» **Input material**
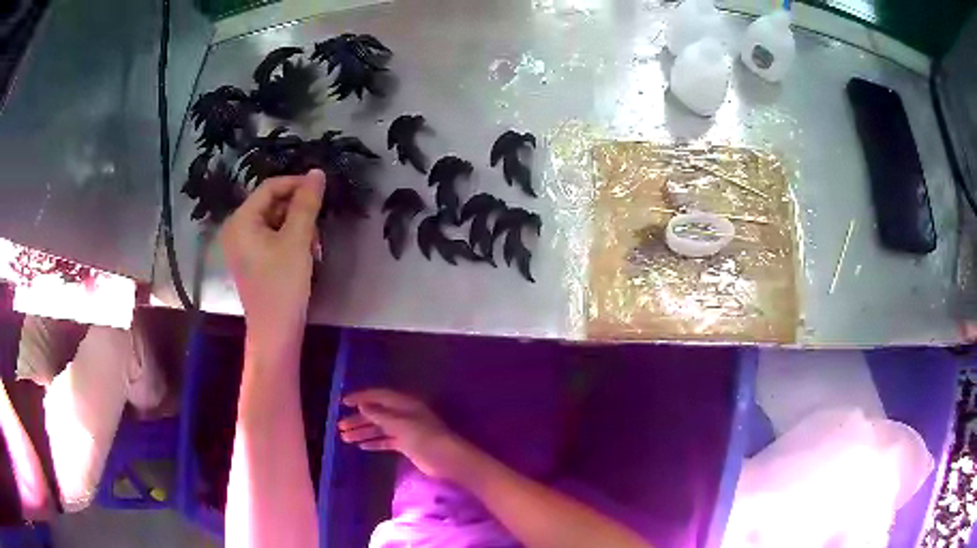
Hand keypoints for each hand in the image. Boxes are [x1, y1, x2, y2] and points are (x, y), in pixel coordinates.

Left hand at [220, 170, 325, 341]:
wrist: (275, 333)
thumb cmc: (283, 284)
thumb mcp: (298, 240)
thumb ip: (307, 203)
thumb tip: (317, 172)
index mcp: (241, 221)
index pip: (270, 187)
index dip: (297, 184)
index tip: (322, 189)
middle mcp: (236, 229)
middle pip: (271, 204)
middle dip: (297, 211)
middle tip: (318, 227)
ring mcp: (241, 246)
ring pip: (274, 221)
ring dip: (297, 227)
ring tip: (313, 246)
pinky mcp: (250, 260)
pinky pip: (270, 237)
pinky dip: (289, 240)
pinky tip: (304, 254)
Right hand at [339, 389, 475, 480]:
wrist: (446, 458)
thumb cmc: (424, 437)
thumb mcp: (400, 423)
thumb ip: (380, 415)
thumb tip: (362, 405)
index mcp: (403, 404)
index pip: (378, 396)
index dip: (360, 397)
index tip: (343, 402)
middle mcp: (403, 414)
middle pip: (376, 413)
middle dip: (358, 419)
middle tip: (340, 426)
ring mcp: (405, 430)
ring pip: (379, 428)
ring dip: (362, 432)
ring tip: (345, 438)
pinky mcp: (407, 445)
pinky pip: (386, 441)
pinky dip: (374, 442)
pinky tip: (361, 446)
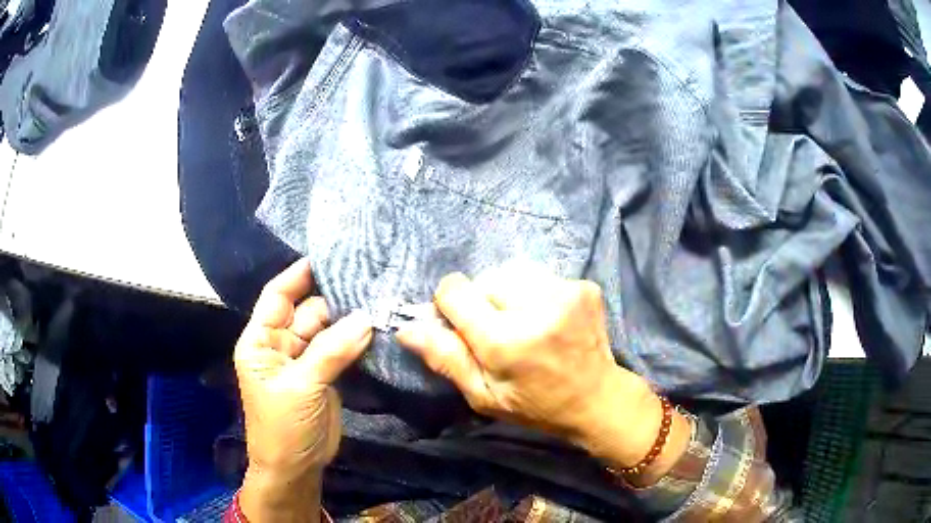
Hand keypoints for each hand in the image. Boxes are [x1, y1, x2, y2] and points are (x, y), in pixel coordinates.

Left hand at [234, 259, 372, 520]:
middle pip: (307, 310)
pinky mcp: (325, 375)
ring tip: (380, 299)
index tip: (330, 255)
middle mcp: (280, 344)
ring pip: (326, 329)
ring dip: (348, 319)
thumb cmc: (284, 427)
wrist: (296, 468)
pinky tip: (377, 326)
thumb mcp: (301, 387)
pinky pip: (340, 349)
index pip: (277, 296)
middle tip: (369, 279)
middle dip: (334, 298)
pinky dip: (355, 340)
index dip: (299, 275)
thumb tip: (366, 317)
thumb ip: (331, 351)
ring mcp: (304, 359)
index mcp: (260, 340)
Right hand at [396, 260, 689, 483]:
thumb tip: (406, 329)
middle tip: (498, 332)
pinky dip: (534, 292)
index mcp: (505, 340)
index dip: (449, 305)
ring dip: (507, 293)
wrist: (598, 398)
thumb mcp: (484, 396)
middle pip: (483, 278)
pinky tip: (547, 318)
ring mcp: (565, 291)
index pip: (454, 291)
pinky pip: (540, 276)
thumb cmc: (536, 405)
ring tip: (523, 322)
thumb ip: (446, 359)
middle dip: (482, 302)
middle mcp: (536, 306)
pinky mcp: (584, 285)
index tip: (462, 326)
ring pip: (511, 272)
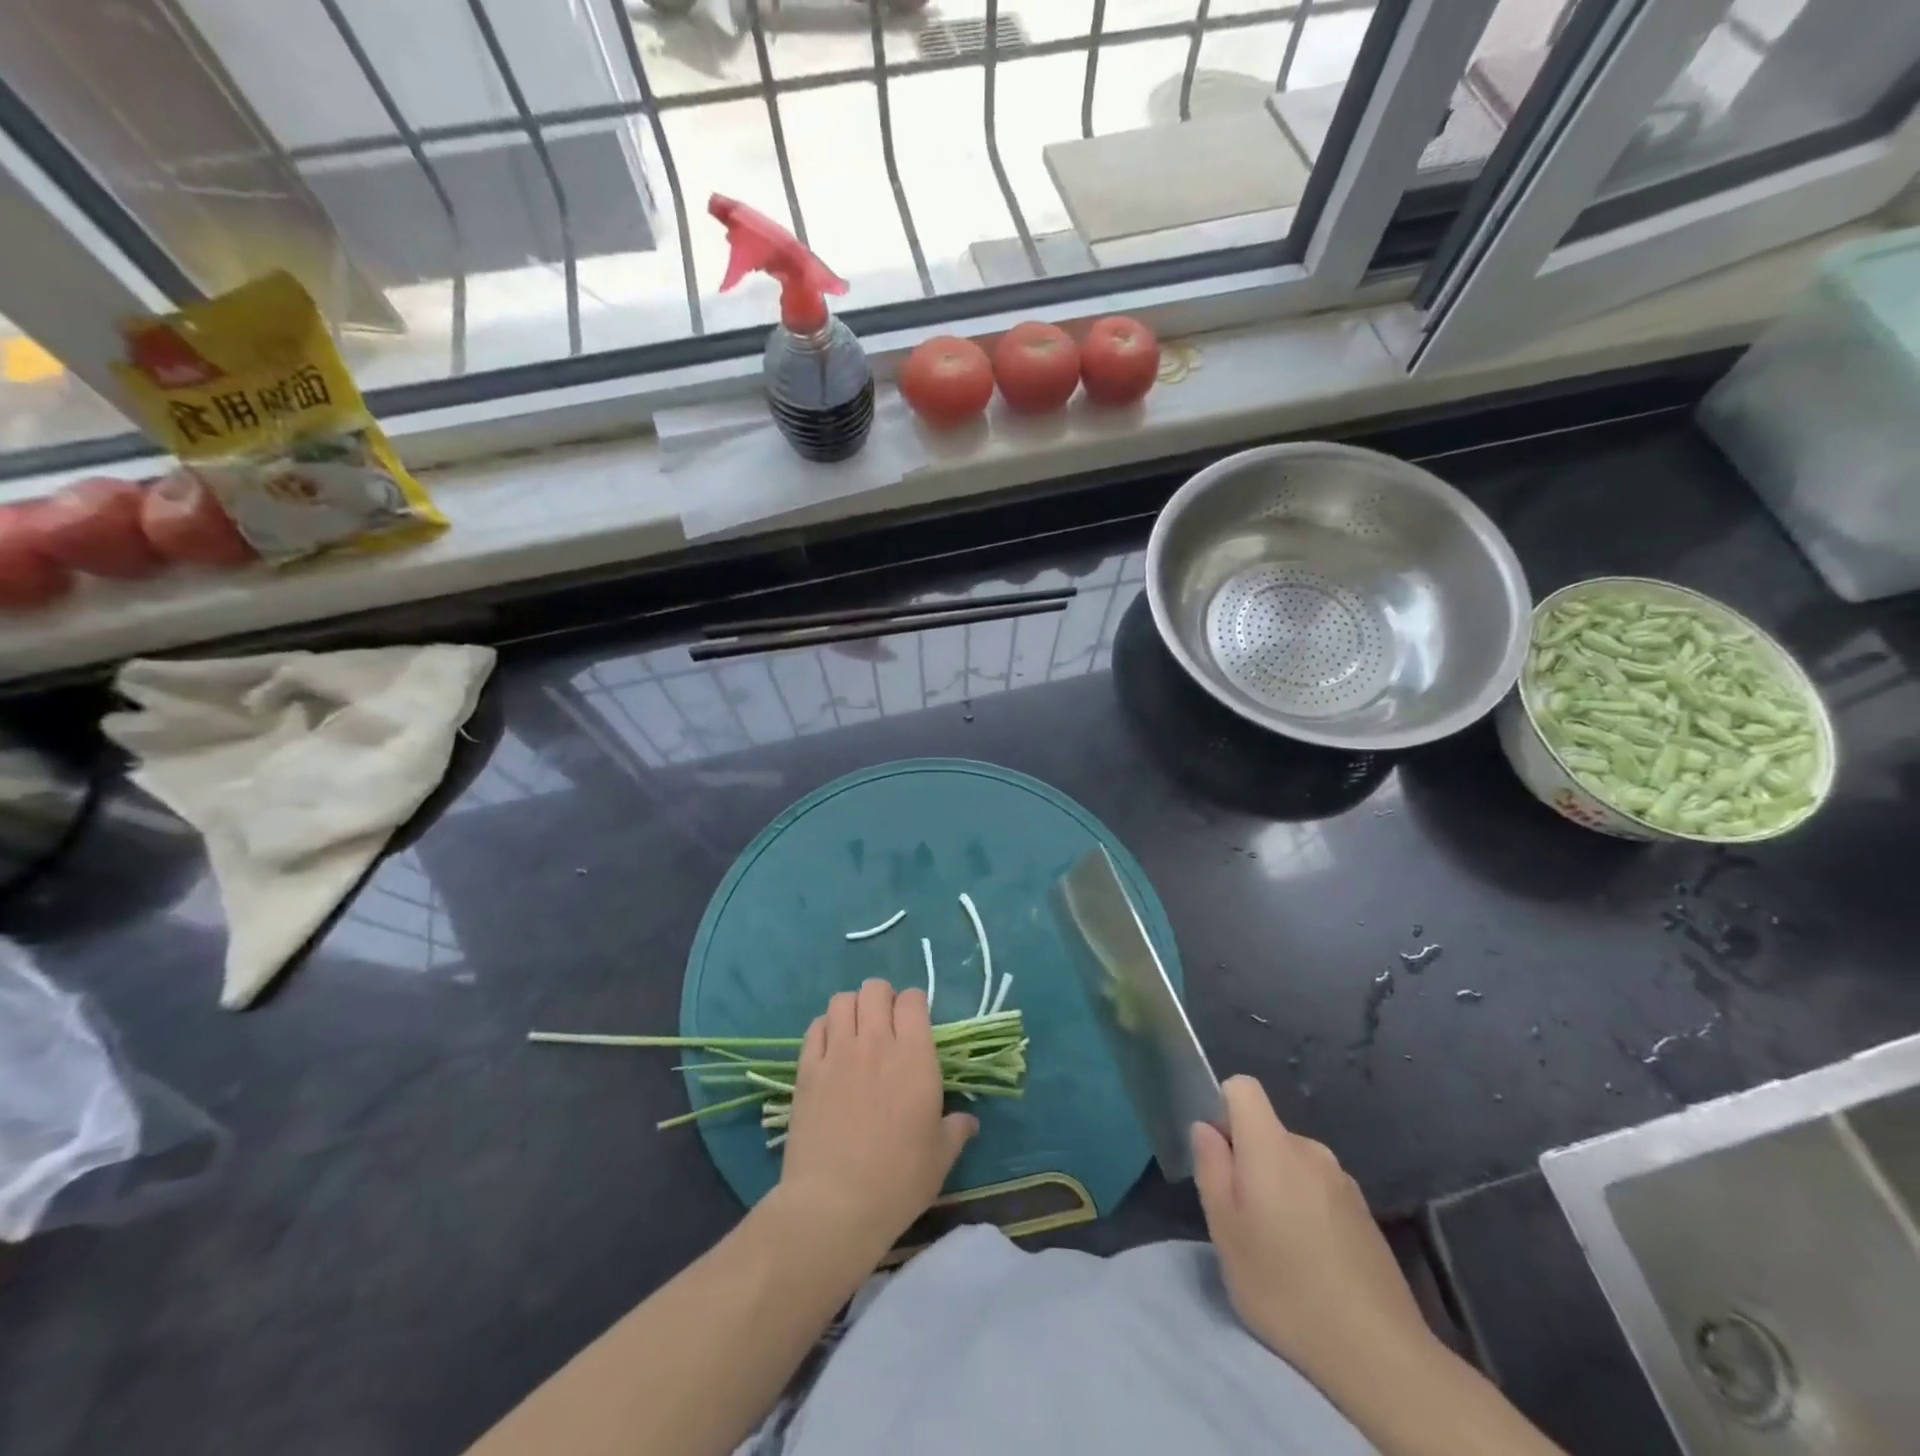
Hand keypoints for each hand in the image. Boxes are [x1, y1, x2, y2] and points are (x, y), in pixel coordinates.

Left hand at [775, 979, 975, 1257]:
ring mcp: (837, 1053)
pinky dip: (824, 1028)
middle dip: (882, 998)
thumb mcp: (940, 1157)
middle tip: (885, 1024)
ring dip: (852, 1008)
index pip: (913, 1000)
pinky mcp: (807, 1070)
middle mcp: (876, 1042)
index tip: (915, 1023)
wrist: (834, 1204)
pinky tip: (830, 1049)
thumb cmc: (898, 1180)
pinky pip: (815, 1027)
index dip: (914, 1004)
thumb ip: (956, 1130)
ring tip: (856, 1032)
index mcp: (914, 1056)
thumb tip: (969, 1121)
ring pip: (842, 1000)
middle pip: (875, 989)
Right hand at [1193, 1076, 1434, 1389]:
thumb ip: (1211, 1167)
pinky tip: (1313, 1263)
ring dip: (1278, 1189)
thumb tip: (1206, 1128)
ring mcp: (1344, 1182)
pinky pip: (1320, 1191)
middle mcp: (1311, 1150)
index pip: (1243, 1088)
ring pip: (1293, 1164)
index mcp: (1272, 1145)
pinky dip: (1307, 1211)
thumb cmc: (1284, 1287)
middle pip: (1267, 1131)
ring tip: (1279, 1249)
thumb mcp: (1225, 1230)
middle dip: (1248, 1161)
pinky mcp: (1366, 1215)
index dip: (1222, 1109)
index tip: (1219, 1156)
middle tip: (1242, 1220)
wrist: (1380, 1355)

» **Task prompt**
Here the job is to copy the stretch of records from the line containing "index dip: (299, 275)" through the line containing "thumb ip: (1211, 1167)", word for word. Leave every picture out.

» **Result**
index dip: (299, 275)
thumb tip: (366, 317)
thumb ip: (331, 351)
ring mcp: (304, 359)
index mcp: (260, 340)
Right hand at [396, 260, 689, 483]:
thumb tip: (406, 329)
middle tip: (498, 332)
pinky dip: (534, 292)
index mcp: (505, 340)
index dip: (449, 305)
ring dip: (507, 293)
wrist: (598, 398)
thumb mcp: (484, 396)
middle pip: (483, 278)
pinky tip: (547, 318)
ring mcp: (565, 291)
index pip: (454, 291)
pinky pip: (540, 276)
thumb cmc: (536, 405)
ring tip: (523, 322)
thumb ip: (446, 359)
middle dip: (482, 302)
middle mcp: (536, 306)
pinky mcp: (584, 285)
index tip: (462, 326)
ring pip: (511, 272)
Hand keypoints for each hand in the image. Boxes are [x1, y1, x2, y2] and points are (x, y), in pixel coordinates.

Left hand at [775, 979, 975, 1257]:
ring mcp: (837, 1053)
pinky dip: (824, 1028)
middle dip: (882, 998)
thumb mcp: (940, 1157)
middle tip: (885, 1024)
ring dip: (852, 1008)
index pip: (913, 1000)
pinky mcp: (807, 1070)
middle mcp: (876, 1042)
index tip: (915, 1023)
wrist: (834, 1204)
pinky tip: (830, 1049)
thumb cmc: (898, 1180)
pinky pip: (815, 1027)
index dip: (914, 1004)
thumb ip: (956, 1130)
ring tip: (856, 1032)
index mcp: (914, 1056)
thumb tip: (969, 1121)
ring pip: (842, 1000)
middle pip: (875, 989)
Right hand at [1193, 1076, 1434, 1389]:
thumb ip: (1211, 1167)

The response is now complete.